●初めての事業は難しい。建売事業は銀行とのバトルから
高橋 何でもそうなのですが、初めてのことは難しいです。建売を始めようと、わずかに50坪分、坪20万円で1000万円の資金を銀行で借りようとしたときが、そうでした。不動産を始めて1年経った頃、「建売をやりたいので、貸してくれないか」と申し込んだら、「実績、ありますか?」と言われました。
実績と言われても、初めてですからね。「初めてで、実績はないのですか?」と聞かれたので「ないです」と言ったら、「ああ。お貸しできません」と言われて、終わり。「貸してくれないの、これ?」「いや、駄目です」「なぜ?」と粘っても駄目なものは駄目でした。
次の銀行へ行ったら、「実績はありますか?」「ありません」「初めてですか?」「初めてです」「はい。では、お貸しできません」それで終わりです。全部断られる。
「これは、どうなっているのだ。何? 初めてだと全部駄目なの?」と言いながら4軒回りましたが、全部断られた。それで、これは駄目だな、と気が付きました。
「でも、地主さんとは契約してしまったから、何とかしなければ」と自分に言い聞かせ、きょうだいのところへ行きました。僕は六人きょうだいの末っ子ですから、兄と姉に「200万円ずつ貸してよ。金利10パーセント払うから」と頼み、上の四人が800万円貸してくれました。これに自分の手持ち資金200万円を足し、1000万円で土地を買いました。
●大工さんに頭を下げて、建った、売れた、また建った
高橋 買った土地は25坪ずつに二分割して建物を建てよう、あまり大きなものは建てられないので、当時の相場で500万円ぐらいでお願いしよう、と決めていました。ところが土地代に全部はたいてしまったので、もう1銭も残っていない。そこで、大工さんの所へ行って「すいません。僕、お金ないのですけれど、ここに建物建ててくださいよ」と頭を下げました。「売れ次第払うという条件でやってくれないか」と聞いたら、「おお。やってやるよ」と言ってくれました。
―― すごいですね。
高橋 面白いな、と思いました。「絶対に、何でもできるな」と思い、1軒建ててもらってすぐ売って、またすぐ次を建ててもらってまた売って。

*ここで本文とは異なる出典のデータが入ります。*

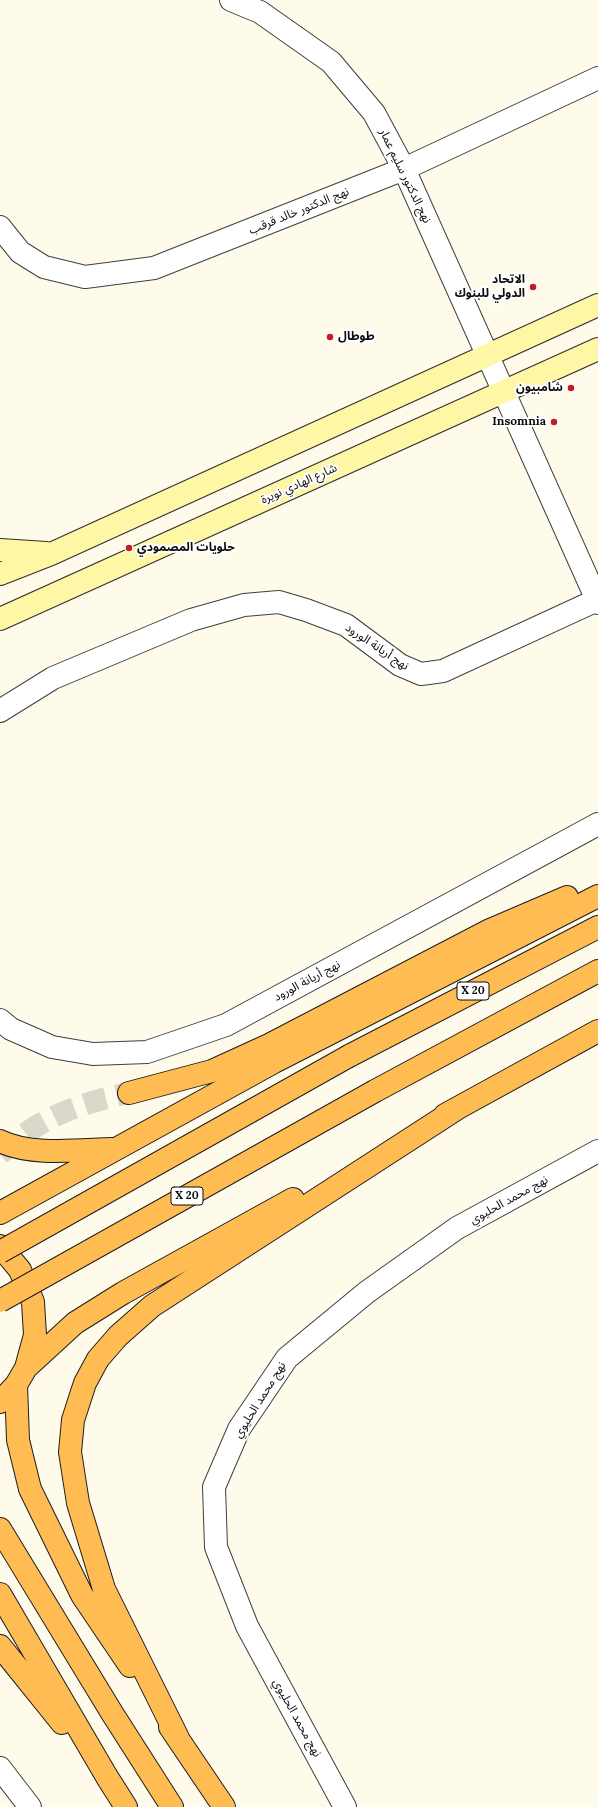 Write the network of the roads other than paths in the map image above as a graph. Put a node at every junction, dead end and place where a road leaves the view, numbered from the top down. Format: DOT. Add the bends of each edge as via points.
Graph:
graph roads {
  1 [pos="230,0"];
  2 [pos="262,6"];
  3 [pos="598,78"];
  4 [pos="404,169"];
  5 [pos="0,227"];
  6 [pos="598,305"];
  7 [pos="598,349"];
  8 [pos="488,356"];
  9 [pos="504,391"];
  10 [pos="0,550"];
  11 [pos="51,554"];
  12 [pos="0,574"];
  13 [pos="598,601"];
  14 [pos="0,619"];
  15 [pos="0,712"];
  16 [pos="598,824"];
  17 [pos="598,884"];
  18 [pos="598,896"];
  19 [pos="598,927"];
  20 [pos="598,971"];
  21 [pos="0,1020"];
  22 [pos="598,1031"];
  23 [pos="129,1092"];
  24 [pos="458,1108"];
  25 [pos="0,1141"];
  26 [pos="115,1149"];
  27 [pos="598,1151"];
  28 [pos="0,1213"];
  29 [pos="0,1246"];
  30 [pos="0,1252"];
  31 [pos="0,1301"];
  32 [pos="21,1376"];
  33 [pos="0,1402"];
  34 [pos="0,1529"];
  35 [pos="0,1594"];
  36 [pos="0,1646"];
  37 [pos="178,1738"];
  38 [pos="0,1768"];
  39 [pos="106,1777"];
  40 [pos="30,1807"];
  41 [pos="126,1807"];
  42 [pos="172,1807"];
  43 [pos="224,1807"];
  44 [pos="345,1807"];
  1 -- 2 [label="street, نهج الدكتور سليم عمار"];
  2 -- 4 [label="street, نهج الدكتور سليم عمار" via="331,62 374,113"];
  3 -- 4 [label="street, نهج الدكتور خالد قرقب"];
  4 -- 5 [label="street, نهج الدكتور خالد قرقب" via="154,268 85,277 44,267 20,252"];
  4 -- 8 [label="street, نهج الدكتور سليم عمار"];
  6 -- 8 [label="main road"];
  7 -- 9 [label="main road, شارع الهادي نويرة"];
  8 -- 9 [label="street, نهج الدكتور سليم عمار"];
  8 -- 11 [label="main road" via="432,379"];
  9 -- 13 [label="street, نهج أريانة الورود"];
  9 -- 14 [label="main road, شارع الهادي نويرة"];
  10 -- 11 [label="main road"];
  11 -- 12 [label="main road"];
  13 -- 15 [label="street, نهج أريانة الورود" via="443,671 421,674 400,665 346,624 279,602 244,605 190,620 53,678"];
  16 -- 21 [label="street, نهج أريانة الورود" via="226,1025 147,1052 93,1054 52,1047 11,1029"];
  17 -- 23 [label="highway" via="490,930 269,1045 212,1071"];
  18 -- 26 [label="highway" via="281,1059"];
  19 -- 30 [label="highway, X 20, bridge" via="349,1056"];
  20 -- 31 [label="highway, X 20, bridge" via="375,1091"];
  22 -- 24 [label="highway"];
  24 -- 32 [label="highway" via="123,1293 75,1323"];
  24 -- 37 [label="highway" via="152,1306 98,1358 85,1383 73,1420 70,1452 78,1503 104,1589"];
  25 -- 26 [label="highway" via="9,1145 56,1151"];
  26 -- 28 [label="highway"];
  27 -- 44 [label="street, نهج محمد الحليوي" via="457,1228 366,1292 287,1358 239,1429 214,1487 216,1546 247,1626"];
  29 -- 32 [label="highway" via="20,1270 33,1302 35,1335"];
  32 -- 33 [label="highway"];
  32 -- 37 [label="highway" via="18,1440 30,1489 82,1595"];
  34 -- 42 [label="highway" via="112,1714"];
  35 -- 39 [label="highway"];
  36 -- 39 [label="highway"];
  37 -- 43 [label="highway"];
  38 -- 40 [label="street"];
  39 -- 41 [label="highway"];
}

次は3区画買おうと思ったのですが、銀行が駄目なのは分かっているので、信用金庫へ行ってみました。「貸してくれない?」と言うと、出て来たのが一つ後輩で、「いいよ、貸すよ」と言う。「お前、そんな簡単に言って大丈夫? 後で貸してくれないとなると、僕の手付金、パーになるぜ」と念を押したのですが、「大丈夫だよ」と貸してくれました。
その3区画もすぐに売れたので、「今度は10区画にしよう」ともくろみました。すると、これまで断ってきた銀行の方から「実績ができましたね」と連絡が入るのです。「2区画分貸しましょう」「3区画分貸します」と、合計10区画分が借りられました。今回は道路を入れた大きな開発となり、盛大に売って20区画買う。それも売れて、また30区画。35歳のときには40区画を売ることになり、儲かって仕方がない状態になりました。
―― それはそうですよね。
●儲かり過ぎにストップをかけた、周辺業者への観察
高橋 社員は5人しかいないから、もう人には言えないぐらい儲かった。建てている最中から売れていくので、「こんなに儲かっていいのかな?」と。
あまりに儲かりすぎるので、「なぜ売れるのだろう?」と他の会社の状況を見渡してみたのです。大手で100棟の開発をしているところは、150棟分も200棟分も土地を買っていく。40区画の会社は60区画分。皆5割増しで、余分に土地を買っているのですね。それで、買ったらすぐに建てる。
自分より小さな業者はどうかと思ってみると、やはり10区画ぐらいを手がけているのが15区画ぐらい買う。「あれ、こいつもか」と思うと、1、2戸しかやらない人までその方式でやっていて、やはり売れている。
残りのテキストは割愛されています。